A great blog by Charlie Stross on what he sees Google’s ultimate goal in the mobile world…and I like it. Wouldn’t it be great to end the years of being worked over by the likes of AT&T and other carriers? 2010 is going to be interesting…T-Mobile has long been on a path exploring the use of WiFi as a compliment to their service and could provide the avenue needed to turn this market upside down, again.
This is where the Nexus One announced last week may be significant. If the rumours are true — that they’re pushing it at a low or subsidized price, and have strong-armed T-Mobile (the weakest of the US cellcos) into providing a cheap data-only mobile tariff for it, and more significantly access to VoIP and cheap international data roaming — then they've got a Trojan horse into the mobile telephony industry.
I think Google are pursuing a grand strategic vision of destroying the cellco’s entire business model — of positioning themselves as value-added gatekeepers providing metered access to content — and their second-string model of locking users in by selling them premium handsets (such as the iPhone) on a rolling contract.

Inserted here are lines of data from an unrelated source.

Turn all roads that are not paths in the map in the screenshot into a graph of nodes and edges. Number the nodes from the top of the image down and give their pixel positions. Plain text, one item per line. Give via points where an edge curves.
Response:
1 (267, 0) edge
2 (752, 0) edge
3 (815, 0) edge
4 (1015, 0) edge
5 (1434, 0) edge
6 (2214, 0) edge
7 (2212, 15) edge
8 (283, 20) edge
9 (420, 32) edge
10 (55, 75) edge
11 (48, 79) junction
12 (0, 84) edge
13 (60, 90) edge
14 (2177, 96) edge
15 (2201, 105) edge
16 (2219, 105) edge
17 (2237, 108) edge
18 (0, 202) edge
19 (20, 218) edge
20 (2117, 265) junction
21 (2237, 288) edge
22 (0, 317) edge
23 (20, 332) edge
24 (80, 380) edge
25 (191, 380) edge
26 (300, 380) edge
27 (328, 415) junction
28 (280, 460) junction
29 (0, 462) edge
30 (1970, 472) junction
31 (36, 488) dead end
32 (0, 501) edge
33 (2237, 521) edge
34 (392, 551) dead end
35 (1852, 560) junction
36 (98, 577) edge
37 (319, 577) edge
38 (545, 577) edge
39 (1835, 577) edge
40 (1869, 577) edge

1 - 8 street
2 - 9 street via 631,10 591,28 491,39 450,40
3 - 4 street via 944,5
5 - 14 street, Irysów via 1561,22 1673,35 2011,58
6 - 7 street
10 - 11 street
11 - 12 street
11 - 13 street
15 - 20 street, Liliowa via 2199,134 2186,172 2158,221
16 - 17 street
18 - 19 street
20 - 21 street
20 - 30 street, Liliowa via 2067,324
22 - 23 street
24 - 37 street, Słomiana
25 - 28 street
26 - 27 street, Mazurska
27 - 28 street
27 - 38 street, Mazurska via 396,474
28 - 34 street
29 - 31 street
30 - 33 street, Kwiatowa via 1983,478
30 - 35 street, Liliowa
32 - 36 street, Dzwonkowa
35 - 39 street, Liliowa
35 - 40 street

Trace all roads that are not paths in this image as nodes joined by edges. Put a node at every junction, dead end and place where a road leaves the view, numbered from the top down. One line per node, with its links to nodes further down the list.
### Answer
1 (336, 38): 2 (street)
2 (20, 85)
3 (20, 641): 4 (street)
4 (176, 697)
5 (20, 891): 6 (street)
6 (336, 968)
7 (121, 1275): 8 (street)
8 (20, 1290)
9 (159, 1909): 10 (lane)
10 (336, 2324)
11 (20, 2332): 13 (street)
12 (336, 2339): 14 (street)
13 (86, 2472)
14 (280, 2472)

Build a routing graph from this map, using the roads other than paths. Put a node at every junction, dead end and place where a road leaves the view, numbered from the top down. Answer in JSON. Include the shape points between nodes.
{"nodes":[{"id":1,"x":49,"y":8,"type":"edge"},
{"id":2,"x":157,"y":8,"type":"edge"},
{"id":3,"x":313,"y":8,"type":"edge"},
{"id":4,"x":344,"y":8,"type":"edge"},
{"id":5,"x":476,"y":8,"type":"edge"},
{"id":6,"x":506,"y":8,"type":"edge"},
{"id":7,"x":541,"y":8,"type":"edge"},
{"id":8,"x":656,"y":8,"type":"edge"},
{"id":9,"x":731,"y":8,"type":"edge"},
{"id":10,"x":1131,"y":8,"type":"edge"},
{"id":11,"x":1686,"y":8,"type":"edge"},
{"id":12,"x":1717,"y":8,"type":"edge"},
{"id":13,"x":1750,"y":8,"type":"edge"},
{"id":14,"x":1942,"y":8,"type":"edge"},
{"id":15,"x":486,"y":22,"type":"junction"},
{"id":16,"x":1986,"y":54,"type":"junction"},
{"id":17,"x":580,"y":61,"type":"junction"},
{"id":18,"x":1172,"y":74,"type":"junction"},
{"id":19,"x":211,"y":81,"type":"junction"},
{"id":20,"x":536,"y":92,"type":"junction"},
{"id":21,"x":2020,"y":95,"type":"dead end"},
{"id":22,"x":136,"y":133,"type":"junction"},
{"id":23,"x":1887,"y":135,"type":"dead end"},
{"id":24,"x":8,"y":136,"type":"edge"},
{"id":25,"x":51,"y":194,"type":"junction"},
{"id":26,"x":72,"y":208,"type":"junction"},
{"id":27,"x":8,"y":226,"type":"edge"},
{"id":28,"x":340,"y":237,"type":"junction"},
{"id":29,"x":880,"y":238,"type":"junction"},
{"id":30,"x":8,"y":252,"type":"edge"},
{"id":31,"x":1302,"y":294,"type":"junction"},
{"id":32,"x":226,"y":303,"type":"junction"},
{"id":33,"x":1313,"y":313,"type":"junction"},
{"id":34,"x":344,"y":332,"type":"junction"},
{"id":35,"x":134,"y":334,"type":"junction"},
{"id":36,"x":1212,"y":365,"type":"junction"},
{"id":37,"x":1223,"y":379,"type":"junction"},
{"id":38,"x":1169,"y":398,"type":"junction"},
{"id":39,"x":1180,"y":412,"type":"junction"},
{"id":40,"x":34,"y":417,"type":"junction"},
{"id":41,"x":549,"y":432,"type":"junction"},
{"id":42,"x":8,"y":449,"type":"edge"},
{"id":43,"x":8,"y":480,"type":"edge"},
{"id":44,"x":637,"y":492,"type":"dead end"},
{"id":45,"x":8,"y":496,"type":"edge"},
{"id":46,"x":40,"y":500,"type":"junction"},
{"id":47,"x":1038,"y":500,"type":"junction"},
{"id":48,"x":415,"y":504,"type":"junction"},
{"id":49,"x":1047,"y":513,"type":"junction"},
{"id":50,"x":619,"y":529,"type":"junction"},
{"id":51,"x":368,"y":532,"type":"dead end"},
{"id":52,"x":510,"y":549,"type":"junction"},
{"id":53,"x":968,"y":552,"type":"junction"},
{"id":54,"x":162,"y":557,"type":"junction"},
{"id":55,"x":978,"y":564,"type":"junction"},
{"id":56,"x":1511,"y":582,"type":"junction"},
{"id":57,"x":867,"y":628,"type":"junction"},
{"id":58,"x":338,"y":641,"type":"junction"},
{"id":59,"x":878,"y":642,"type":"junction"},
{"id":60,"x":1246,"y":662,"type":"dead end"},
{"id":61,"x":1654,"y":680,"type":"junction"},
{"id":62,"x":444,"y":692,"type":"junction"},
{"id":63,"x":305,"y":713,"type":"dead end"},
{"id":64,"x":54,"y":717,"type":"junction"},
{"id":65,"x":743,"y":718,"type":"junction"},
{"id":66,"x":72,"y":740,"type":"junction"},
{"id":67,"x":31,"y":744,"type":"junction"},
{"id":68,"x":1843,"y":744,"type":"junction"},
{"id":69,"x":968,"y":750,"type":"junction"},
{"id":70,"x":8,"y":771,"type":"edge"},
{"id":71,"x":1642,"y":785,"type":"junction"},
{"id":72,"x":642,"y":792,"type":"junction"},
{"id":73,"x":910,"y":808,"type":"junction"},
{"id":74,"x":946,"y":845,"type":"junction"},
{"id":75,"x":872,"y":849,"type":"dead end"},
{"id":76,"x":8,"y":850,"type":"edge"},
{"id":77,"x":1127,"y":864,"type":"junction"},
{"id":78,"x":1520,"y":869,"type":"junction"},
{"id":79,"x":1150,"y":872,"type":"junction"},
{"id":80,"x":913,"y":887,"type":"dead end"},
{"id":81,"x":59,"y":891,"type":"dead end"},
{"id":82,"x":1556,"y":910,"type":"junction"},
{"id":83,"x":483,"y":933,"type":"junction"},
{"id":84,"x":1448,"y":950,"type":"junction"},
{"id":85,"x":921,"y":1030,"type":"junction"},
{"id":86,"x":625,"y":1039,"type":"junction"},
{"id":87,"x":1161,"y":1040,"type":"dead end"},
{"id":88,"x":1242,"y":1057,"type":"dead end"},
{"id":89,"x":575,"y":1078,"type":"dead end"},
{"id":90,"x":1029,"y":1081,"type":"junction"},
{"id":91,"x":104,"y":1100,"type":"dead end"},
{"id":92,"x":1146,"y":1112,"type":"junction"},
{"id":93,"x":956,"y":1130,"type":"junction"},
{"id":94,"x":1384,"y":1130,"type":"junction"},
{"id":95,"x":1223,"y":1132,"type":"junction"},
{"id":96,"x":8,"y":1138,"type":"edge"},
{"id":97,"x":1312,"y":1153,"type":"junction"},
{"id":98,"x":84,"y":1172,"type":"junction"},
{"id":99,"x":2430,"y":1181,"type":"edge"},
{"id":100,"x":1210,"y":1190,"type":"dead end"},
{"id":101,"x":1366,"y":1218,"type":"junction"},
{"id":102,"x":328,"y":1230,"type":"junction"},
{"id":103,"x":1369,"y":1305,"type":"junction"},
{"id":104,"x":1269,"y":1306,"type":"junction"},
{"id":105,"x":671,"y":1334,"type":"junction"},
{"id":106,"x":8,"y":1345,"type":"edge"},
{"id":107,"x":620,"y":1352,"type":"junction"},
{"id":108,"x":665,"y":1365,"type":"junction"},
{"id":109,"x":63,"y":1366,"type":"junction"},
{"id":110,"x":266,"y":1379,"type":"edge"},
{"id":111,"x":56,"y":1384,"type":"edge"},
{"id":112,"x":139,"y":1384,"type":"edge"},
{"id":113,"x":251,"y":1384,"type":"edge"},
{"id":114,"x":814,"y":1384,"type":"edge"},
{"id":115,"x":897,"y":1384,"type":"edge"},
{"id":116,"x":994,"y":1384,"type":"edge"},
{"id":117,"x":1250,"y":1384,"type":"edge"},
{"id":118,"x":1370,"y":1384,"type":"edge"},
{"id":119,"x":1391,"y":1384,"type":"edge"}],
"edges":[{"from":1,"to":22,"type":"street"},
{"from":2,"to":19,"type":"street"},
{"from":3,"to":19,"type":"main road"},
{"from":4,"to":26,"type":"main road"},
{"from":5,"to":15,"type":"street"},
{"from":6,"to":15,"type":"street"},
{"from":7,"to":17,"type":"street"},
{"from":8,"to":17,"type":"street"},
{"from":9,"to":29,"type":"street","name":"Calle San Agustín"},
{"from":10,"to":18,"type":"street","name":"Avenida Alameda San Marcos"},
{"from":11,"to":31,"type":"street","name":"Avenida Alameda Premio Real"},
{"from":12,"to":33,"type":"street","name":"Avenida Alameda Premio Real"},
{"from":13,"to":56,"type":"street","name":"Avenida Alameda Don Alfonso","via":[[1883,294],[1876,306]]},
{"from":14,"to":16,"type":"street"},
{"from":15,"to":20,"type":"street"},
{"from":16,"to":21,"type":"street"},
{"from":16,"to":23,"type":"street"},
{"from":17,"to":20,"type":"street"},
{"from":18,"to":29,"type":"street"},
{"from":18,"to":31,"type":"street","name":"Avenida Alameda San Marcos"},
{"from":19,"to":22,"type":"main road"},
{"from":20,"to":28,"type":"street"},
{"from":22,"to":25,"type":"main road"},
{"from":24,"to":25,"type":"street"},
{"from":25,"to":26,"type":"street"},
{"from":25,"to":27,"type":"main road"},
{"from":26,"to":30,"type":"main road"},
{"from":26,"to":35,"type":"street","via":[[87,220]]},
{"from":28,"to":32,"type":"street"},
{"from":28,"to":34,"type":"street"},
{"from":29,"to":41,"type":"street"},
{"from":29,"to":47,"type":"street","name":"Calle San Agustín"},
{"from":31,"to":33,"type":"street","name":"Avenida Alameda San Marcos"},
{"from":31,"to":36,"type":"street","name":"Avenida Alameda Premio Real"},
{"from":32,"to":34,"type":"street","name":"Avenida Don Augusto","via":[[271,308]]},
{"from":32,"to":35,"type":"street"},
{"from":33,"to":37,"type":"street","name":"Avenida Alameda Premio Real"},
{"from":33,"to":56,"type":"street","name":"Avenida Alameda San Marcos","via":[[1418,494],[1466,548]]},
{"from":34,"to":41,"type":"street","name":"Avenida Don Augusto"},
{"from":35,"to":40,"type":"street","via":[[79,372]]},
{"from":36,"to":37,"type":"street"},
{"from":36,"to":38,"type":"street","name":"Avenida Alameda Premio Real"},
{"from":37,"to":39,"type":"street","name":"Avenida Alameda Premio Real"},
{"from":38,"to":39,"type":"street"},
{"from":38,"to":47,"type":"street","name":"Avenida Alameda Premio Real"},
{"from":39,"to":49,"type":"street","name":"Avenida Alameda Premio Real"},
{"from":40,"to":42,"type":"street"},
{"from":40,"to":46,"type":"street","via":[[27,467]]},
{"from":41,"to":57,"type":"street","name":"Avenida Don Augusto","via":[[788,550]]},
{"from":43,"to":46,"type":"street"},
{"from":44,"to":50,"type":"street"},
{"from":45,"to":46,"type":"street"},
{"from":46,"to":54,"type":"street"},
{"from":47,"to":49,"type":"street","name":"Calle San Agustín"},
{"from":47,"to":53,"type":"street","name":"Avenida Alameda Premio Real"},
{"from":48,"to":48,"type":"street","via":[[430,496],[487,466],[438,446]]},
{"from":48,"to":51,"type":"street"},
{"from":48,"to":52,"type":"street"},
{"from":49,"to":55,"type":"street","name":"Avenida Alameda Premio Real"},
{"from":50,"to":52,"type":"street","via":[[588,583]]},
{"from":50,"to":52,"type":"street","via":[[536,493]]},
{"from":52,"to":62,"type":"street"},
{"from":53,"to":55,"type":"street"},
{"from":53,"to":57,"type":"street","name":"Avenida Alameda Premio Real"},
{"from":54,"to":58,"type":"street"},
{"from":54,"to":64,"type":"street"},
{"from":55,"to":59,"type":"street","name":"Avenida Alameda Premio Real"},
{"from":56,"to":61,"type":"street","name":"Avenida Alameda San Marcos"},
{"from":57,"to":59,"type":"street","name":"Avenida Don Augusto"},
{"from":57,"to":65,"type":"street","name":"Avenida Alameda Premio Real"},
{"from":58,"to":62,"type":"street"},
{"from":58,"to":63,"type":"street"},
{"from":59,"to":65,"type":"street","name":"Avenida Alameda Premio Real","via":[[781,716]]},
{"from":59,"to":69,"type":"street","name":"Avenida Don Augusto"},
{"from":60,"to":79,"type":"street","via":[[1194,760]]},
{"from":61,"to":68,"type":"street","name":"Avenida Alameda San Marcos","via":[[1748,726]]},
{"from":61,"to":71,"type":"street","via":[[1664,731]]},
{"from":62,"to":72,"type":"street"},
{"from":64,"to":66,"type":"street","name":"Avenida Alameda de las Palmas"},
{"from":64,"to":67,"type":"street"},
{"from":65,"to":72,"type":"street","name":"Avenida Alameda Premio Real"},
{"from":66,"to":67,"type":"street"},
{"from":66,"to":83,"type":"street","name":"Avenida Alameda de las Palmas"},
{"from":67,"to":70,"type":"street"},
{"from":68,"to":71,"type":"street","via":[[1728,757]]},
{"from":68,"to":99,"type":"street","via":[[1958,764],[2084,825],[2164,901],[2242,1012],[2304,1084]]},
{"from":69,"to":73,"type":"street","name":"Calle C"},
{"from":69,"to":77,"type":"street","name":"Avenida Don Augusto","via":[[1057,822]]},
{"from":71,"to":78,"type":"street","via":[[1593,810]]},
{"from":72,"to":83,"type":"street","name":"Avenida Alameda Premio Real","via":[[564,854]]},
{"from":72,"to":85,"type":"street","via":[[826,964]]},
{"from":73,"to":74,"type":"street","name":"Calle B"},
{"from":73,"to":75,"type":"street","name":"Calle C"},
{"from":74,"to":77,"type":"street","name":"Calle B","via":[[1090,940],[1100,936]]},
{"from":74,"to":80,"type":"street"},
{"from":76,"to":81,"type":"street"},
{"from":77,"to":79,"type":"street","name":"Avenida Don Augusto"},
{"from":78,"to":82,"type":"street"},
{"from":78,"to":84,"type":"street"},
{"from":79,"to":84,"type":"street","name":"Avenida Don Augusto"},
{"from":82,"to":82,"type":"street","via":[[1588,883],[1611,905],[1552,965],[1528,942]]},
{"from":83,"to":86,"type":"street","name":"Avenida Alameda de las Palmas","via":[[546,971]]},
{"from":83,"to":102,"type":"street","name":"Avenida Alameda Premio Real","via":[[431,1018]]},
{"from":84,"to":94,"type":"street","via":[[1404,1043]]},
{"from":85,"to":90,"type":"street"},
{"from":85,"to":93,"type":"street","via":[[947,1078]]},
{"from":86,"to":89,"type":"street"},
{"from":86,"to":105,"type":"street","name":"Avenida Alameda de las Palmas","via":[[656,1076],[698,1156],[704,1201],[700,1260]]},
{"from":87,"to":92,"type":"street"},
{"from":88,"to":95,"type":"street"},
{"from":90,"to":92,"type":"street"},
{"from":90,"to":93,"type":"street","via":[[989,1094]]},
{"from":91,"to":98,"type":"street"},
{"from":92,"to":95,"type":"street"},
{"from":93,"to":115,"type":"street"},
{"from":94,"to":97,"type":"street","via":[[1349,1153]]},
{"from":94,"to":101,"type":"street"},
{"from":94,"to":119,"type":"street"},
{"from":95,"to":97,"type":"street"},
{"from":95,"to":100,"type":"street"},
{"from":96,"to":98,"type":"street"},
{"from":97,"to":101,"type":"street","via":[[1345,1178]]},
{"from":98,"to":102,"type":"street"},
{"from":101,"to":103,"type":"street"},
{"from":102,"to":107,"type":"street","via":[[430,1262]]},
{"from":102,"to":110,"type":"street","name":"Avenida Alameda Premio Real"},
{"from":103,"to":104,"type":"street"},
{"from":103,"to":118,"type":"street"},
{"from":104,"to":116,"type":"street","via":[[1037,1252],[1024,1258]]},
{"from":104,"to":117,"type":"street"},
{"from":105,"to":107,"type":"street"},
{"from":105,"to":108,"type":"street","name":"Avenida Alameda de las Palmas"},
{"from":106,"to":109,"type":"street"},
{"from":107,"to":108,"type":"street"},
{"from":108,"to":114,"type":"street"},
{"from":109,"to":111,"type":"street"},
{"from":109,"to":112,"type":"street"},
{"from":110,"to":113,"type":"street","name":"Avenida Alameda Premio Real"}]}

They intend to turn 3G data service (and subsequently, LTE) into a commodity, like wifi hotspot service only more widespread and cheaper to get at. They want to get consumers to buy unlocked SIM-free handsets and pick cheap data SIMs. They’d love to move everyone to cheap data SIMs rather than the hideously convoluted legacy voice stacks maintained by the telcos; then they could piggyback Google Voice on it, and ultimately do the Google thing to all your voice messages as well as your email and web access.